NABIRE, (KT)– Anggota DPR Papua Tengah, John NR Gobai, mendesak penghentian konflik bersenjata di Provinsi Papua Tengah. Ia menekankan pentingnya kehadiran negara melalui pembangunan yang nyata, alih-alih terus-menerus terjebak dalam siklus kekerasan. Konflik yang terjadi di beberapa kabupaten seperti Puncak Jaya, Puncak, Intan Jaya, dan Dogiyai telah mengakibatkan korban jiwa, kerugian harta benda, dan pengungsian warga.
Menurut Gobai, Papua Tengah sebagai provinsi otonomi baru membutuhkan kondisi yang aman agar pembangunan dapat berjalan maksimal. “Pembangunan di segala bidang tidak akan bisa dilakukan bila masih terjadi saling tembak-menembak. Sudah waktunya dievaluasi dan dihentikan,” tegasnya.
Asal-usul Konflik di Intan Jaya
Gobai menyoroti konflik di Intan Jaya yang telah berlangsung sejak pertengahan 2019. Konflik ini, yang mulanya dipicu oleh penembakan dua orang tukang ojek non-Papua, kini telah melibatkan penggunaan senjata api. “Konflik ini bukan lagi menggunakan panah dan parang seperti dulu, tetapi sudah menggunakan senjata,” ujar Gobai.
Ia juga menyinggung adanya isu Blok Wabu yang menjadi salah satu faktor eskalasi konflik. Gobai menegaskan bahwa masyarakat Intan Jaya secara tegas telah menolak rencana penambangan tersebut. Penolakan ini bahkan telah disampaikan dalam audiensi dengan Komisi VII DPR RI dan juga kepada Menteri Investasi/Kepala BKPM, Bahlil Lahadalia. “Kalau konflik karena Blok Wabu, pemilik tanah sudah menolak. Tidak perlu ada konflik dan pemerintah tidak perlu mewacanakan hal tersebut,” tambahnya.

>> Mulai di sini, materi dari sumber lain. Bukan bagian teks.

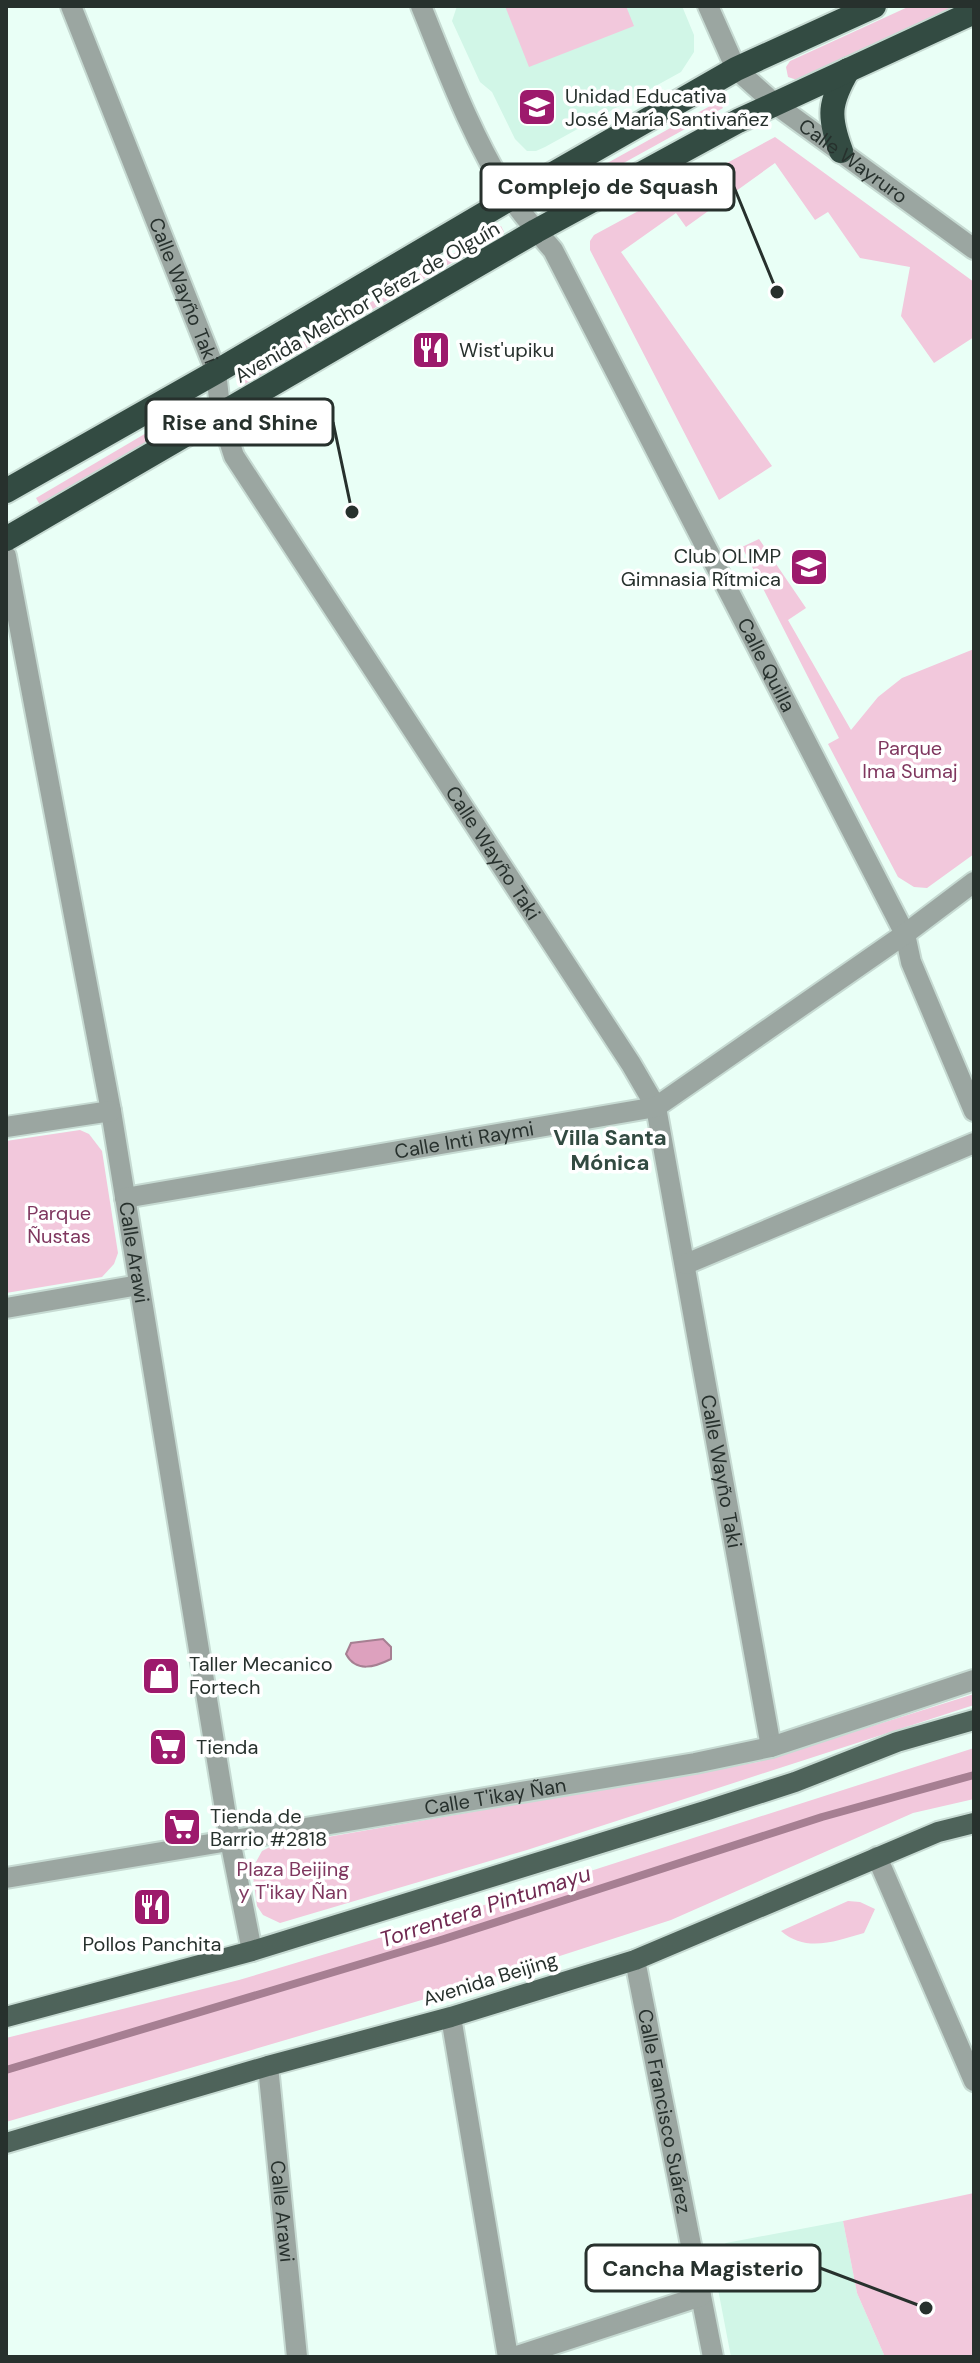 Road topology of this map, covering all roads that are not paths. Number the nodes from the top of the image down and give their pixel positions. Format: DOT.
graph roads {
  1 [pos="71,6"];
  2 [pos="421,6"];
  3 [pos="708,6"];
  4 [pos="874,6"];
  5 [pos="974,12"];
  6 [pos="736,69"];
  7 [pos="848,70"];
  8 [pos="775,104"];
  9 [pos="841,151"];
  10 [pos="511,198"];
  11 [pos="536,231"];
  12 [pos="974,249"];
  13 [pos="216,372"];
  14 [pos="221,416"];
  15 [pos="6,491"];
  16 [pos="6,539"];
  17 [pos="6,556"];
  18 [pos="974,882"];
  19 [pos="905,934"];
  20 [pos="656,1107"];
  21 [pos="111,1111"];
  22 [pos="974,1111"];
  23 [pos="6,1127"];
  24 [pos="974,1143"];
  25 [pos="125,1198"];
  26 [pos="686,1264"];
  27 [pos="139,1285"];
  28 [pos="6,1308"];
  29 [pos="974,1680"];
  30 [pos="974,1720"];
  31 [pos="771,1747"];
  32 [pos="974,1823"];
  33 [pos="230,1840"];
  34 [pos="877,1857"];
  35 [pos="6,1878"];
  36 [pos="252,1951"];
  37 [pos="635,1960"];
  38 [pos="6,2017"];
  39 [pos="451,2017"];
  40 [pos="268,2066"];
  41 [pos="974,2081"];
  42 [pos="6,2143"];
  43 [pos="701,2296"];
  44 [pos="297,2357"];
  45 [pos="508,2357"];
  46 [pos="514,2357"];
  47 [pos="713,2357"];
  1 -- 13 [label="street, Calle Wayño Taki"];
  2 -- 10 [label="street, Calle Quilla"];
  3 -- 6 [label="street"];
  4 -- 6 [label="highway, Avenida Melchor Pérez de Olguín"];
  5 -- 7 [label="highway, Avenida Melchor Pérez de Olguín"];
  6 -- 8 [label="street, Calle Wayruro"];
  6 -- 10 [label="highway, Avenida Melchor Pérez de Olguín"];
  7 -- 8 [label="highway, Avenida Melchor Pérez de Olguín"];
  7 -- 9 [label="highway"];
  8 -- 9 [label="street, Calle Wayruro"];
  8 -- 11 [label="highway, Avenida Melchor Pérez de Olguín"];
  9 -- 12 [label="street, Calle Wayruro"];
  10 -- 11 [label="street, Calle Quilla"];
  10 -- 13 [label="highway, Avenida Melchor Pérez de Olguín"];
  11 -- 14 [label="highway, Avenida Melchor Pérez de Olguín"];
  11 -- 19 [label="street, Calle Quilla"];
  13 -- 14 [label="street, Calle Wayño Taki"];
  13 -- 15 [label="highway, Avenida Melchor Pérez de Olguín"];
  14 -- 16 [label="highway, Avenida Melchor Pérez de Olguín"];
  14 -- 20 [label="street, Calle Wayño Taki"];
  17 -- 21 [label="street, Calle Arawi"];
  18 -- 19 [label="street, Calle Inti Raymi"];
  19 -- 20 [label="street, Calle Inti Raymi"];
  19 -- 22 [label="street, Calle Quilla"];
  20 -- 25 [label="street, Calle Inti Raymi"];
  20 -- 26 [label="street, Calle Wayño Taki"];
  21 -- 23 [label="street"];
  21 -- 25 [label="street, Calle Arawi"];
  24 -- 26 [label="street"];
  25 -- 27 [label="street, Calle Arawi"];
  26 -- 31 [label="street, Calle Wayño Taki"];
  27 -- 28 [label="street"];
  27 -- 33 [label="street, Calle Arawi"];
  29 -- 31 [label="street, Calle T'ikay Ñan"];
  30 -- 36 [label="main road"];
  31 -- 33 [label="street, Calle T'ikay Ñan"];
  32 -- 34 [label="main road, Avenida Beijing"];
  33 -- 35 [label="street, Calle T'ikay Ñan"];
  33 -- 36 [label="street, Calle Arawi"];
  34 -- 37 [label="main road, Avenida Beijing"];
  34 -- 41 [label="street"];
  36 -- 38 [label="main road"];
  37 -- 39 [label="main road, Avenida Beijing"];
  37 -- 43 [label="street, Calle Francisco Suárez"];
  39 -- 40 [label="main road, Avenida Beijing"];
  39 -- 45 [label="street"];
  40 -- 42 [label="main road, Avenida Beijing"];
  40 -- 44 [label="street, Calle Arawi"];
  43 -- 46 [label="street"];
  43 -- 47 [label="street, Calle Francisco Suárez"];
}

Permasalahan Pasukan dan Senjata
Gobai juga mempertanyakan sumber senjata dan peluru yang digunakan oleh kelompok Tentara Pembebasan Nasional/Organisasi Papua Merdeka (TPN/OPM). “Dari mana TPN/OPM mendapat peluru dan senjata? Karena kami ketahui di wilayah ini tidak ada pabrik senjata maupun peluru,” katanya.
Ia menduga adanya oknum yang sengaja menciptakan konflik demi kepentingan pribadi, seperti kenaikan pangkat atau jabatan, melalui jual-beli senjata dan peluru. Gobai meminta praktik ini dihentikan agar tidak melestarikan siklus kekerasan. “Janganlah kita sengaja menciptakan konflik,” pesannya.

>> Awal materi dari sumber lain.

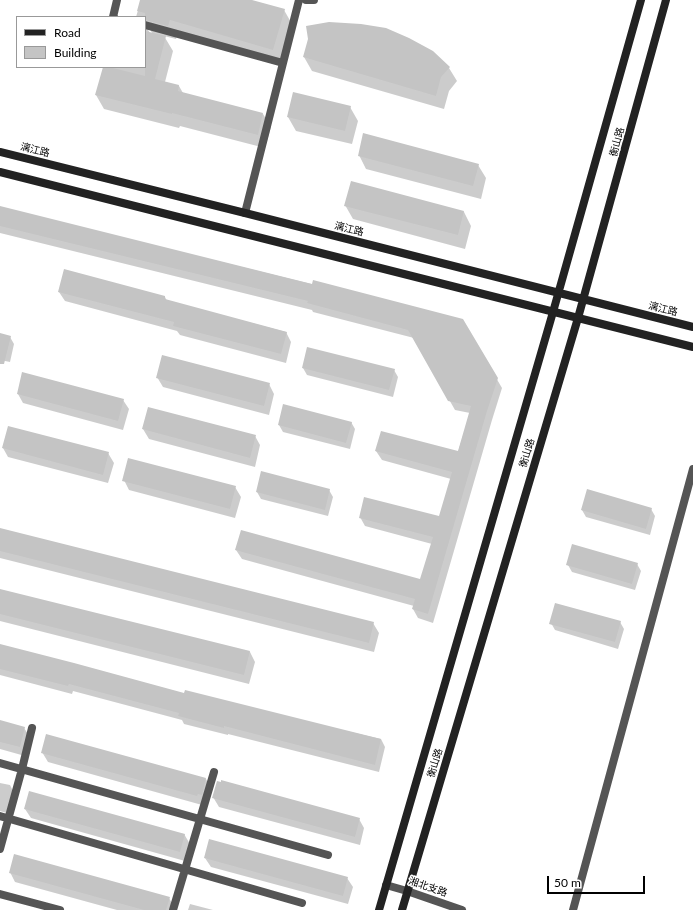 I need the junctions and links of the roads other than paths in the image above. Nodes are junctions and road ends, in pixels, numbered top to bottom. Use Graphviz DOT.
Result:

Masyarakat Inginkan Perdamaian, Bukan Kekerasan
Masyarakat di kampung-kampung merasa tidak nyaman dengan situasi yang ada. Menurut Gobai, mereka tidak ingin kampungnya menjadi medan pertempuran. Ia meminta agar baku tembak tidak dilakukan di tengah-tengah pemukiman penduduk, yang dapat menyebabkan trauma bagi masyarakat sipil.
“Tingkatkan cara-cara perjuangan yang lebih dialogis melalui lobi-lobi dan diplomasi agar lebih nyaman,” saran Gobai.
Tarik Pasukan Non-Organik dan Peran Pemerintah Daerah
Gobai juga menyoroti kehadiran pasukan non-organik yang seringkali menimbulkan keresahan di tengah masyarakat. Ia berharap agar pasukan non-organik ditarik dari Tanah Papua dan penanganan keamanan diserahkan kepada aparat keamanan organik yang lebih memahami kondisi lokal.
Pada akhirnya, ia menekankan bahwa Pemerintah Daerah harus mengambil peran utama dengan mengedepankan pendekatan pembangunan. “Pemda melalui program-programnya diharapkan dapat merangkul semua kelompok masyarakat agar mereka merasa bahagia di kampungnya,” tutup Gobai. Ia juga berharap agar aparat pemerintah dari Orang Asli Papua (OAP) dilibatkan sebanyak-banyaknya dalam pemerintahan dan pembangunan.